— Problem description —
Your answer should be one number, the count of lines in the data that hold "roads".

Stored data:

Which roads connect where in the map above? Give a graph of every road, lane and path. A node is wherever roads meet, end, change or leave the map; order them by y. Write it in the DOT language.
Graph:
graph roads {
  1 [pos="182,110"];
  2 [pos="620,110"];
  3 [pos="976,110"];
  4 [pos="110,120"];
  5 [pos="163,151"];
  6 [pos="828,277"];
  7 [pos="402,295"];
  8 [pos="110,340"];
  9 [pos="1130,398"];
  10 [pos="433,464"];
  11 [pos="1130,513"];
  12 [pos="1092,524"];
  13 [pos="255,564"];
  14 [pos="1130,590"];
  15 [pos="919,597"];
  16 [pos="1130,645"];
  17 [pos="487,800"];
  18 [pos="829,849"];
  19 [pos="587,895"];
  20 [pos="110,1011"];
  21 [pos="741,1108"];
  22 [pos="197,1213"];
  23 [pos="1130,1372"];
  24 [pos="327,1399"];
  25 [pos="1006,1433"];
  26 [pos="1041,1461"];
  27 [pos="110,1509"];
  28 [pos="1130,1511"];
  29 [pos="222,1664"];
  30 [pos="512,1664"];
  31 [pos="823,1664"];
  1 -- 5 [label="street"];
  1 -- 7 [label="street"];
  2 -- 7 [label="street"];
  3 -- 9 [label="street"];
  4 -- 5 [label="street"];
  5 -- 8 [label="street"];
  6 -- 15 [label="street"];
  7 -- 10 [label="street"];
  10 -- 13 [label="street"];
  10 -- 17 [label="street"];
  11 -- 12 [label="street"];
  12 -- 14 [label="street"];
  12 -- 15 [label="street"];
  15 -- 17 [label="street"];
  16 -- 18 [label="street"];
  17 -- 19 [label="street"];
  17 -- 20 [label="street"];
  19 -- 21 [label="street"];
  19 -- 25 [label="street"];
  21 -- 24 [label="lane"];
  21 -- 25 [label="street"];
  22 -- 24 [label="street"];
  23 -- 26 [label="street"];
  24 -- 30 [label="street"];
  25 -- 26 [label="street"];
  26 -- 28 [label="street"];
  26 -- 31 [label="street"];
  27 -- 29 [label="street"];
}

— Solution —
2